O: The process of creating the plastic tree bark involves handling chemicals for a long time, like three hours per day at least. So, creating the piece takes quite a time, especially when I dry the mold in the barks. And being exposed to these chemicals gives me headaches sometimes. Also, during the winter time, it is difficult to work in studio and collect debris from the waterways because of the cold weather.

Close up of tree “bark” with onion bag peeping through the silicon
Close up of tree “bark” with plastic bag debris.

T: What effect do you think the Windows of Understanding project has on you and the community?

O: People will be able to communicate something artistic and unique at commercial places as they see and pass through the area with the projects. I hope they will be curious about how the tree piece is done. Taking a look at the piece inside these commercial places is where the curiosity starts. And they will reflect their lives on this piece and create more conversations with their friends or family. This chain effect will, I hope, create a strong connection between people and the environment. I see the Windows of Understanding Project as a great platform to raise local environmental awareness through art.

T: As an artist, what do you stand for?

O: The difficult part of being an artist is communicating a message that is going to transcend the beauty of the piece. For example, some might think seeing a ceramic container is nice and pretty and useable or practical, but how the container makes people think beyond that is difficult. That is what I stand for as an artist. Additionally, not only is the transcendental communication part of art important for me, but especially considering the urgency of the issue these days, addressing environmental crises is extremely important. My project, Bonding with Plastic, addresses the daily stress of individuals facing global crises of overconsumption and climate change. Through my sculptures, I want to contribute to a greater awareness of these issues before we reach a point of no return.

The opening reception for Windows of Understanding is at the Zimmerli Art Museum on January 22nd. Olga’s art installation will be exhibited at Kim’s Bike Shop, 111 French St., starting on January 21st. From 10-noon on January 21 the Olga and the LRWP will participate in walking tours of the art installations and seed plantings at 10am and 2pm.

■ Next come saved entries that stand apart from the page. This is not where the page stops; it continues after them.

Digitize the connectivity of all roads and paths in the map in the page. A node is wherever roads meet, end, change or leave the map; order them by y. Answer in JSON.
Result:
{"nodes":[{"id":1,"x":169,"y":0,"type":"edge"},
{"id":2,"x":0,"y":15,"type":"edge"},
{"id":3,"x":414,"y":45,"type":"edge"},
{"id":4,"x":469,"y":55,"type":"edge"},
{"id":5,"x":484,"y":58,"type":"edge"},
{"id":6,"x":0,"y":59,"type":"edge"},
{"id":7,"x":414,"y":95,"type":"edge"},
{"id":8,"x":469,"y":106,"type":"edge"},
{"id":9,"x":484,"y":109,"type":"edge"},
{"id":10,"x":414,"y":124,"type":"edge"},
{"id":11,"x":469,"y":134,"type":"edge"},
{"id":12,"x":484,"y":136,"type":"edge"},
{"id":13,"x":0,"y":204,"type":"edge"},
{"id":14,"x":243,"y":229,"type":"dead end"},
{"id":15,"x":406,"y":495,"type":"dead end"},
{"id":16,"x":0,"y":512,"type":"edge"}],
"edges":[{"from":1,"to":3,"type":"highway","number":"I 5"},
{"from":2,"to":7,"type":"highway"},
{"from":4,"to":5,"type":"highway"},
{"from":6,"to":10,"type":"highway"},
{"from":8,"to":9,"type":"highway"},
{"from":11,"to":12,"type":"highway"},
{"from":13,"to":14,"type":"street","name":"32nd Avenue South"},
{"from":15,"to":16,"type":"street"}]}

Seed Planting with the Lower Raritan Watershed Partnership & Kim’s Bike Shop

Seed Planting with the Lower Raritan Watershed Partnership & Kim’s Bike Shop
Location: Kim’s Bike Shop / 111 French St, New Brunswick, NJ 08901
Time: Monday January 21, 10-11:30 AM
Description: Join the LRWP and Kim’s Bike Shop as we plant trees and pollinator plants – seeds of hope – in honor of Martin Luther King Day and the kick-off to Windows of Understanding 2019. Participants will be able to take their seedlings home with them.